- [Assigned task] Provide only the number of lines below that hold "junction".

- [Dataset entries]
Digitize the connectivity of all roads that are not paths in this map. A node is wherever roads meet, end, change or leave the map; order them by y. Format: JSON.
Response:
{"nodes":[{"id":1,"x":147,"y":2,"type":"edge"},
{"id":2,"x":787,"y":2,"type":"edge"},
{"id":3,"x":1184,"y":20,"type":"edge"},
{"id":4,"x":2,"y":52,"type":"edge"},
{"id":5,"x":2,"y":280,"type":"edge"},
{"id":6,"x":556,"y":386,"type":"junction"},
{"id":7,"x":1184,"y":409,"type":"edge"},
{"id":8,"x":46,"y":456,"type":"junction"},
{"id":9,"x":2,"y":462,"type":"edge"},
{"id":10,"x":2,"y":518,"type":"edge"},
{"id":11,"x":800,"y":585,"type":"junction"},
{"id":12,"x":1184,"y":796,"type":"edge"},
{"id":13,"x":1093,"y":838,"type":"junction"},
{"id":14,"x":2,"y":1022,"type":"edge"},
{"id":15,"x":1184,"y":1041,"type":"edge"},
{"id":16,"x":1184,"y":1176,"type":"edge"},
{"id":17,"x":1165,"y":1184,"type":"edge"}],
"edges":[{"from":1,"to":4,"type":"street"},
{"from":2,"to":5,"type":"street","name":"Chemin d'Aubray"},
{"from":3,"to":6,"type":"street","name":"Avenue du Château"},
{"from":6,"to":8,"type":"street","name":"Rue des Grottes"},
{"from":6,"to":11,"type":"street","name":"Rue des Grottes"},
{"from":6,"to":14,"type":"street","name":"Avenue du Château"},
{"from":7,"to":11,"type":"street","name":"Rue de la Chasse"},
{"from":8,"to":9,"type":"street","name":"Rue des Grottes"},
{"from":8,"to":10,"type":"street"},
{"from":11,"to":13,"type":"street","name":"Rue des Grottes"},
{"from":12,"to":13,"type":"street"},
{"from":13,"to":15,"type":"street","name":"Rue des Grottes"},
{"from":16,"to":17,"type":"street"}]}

- [Answer for the task] 4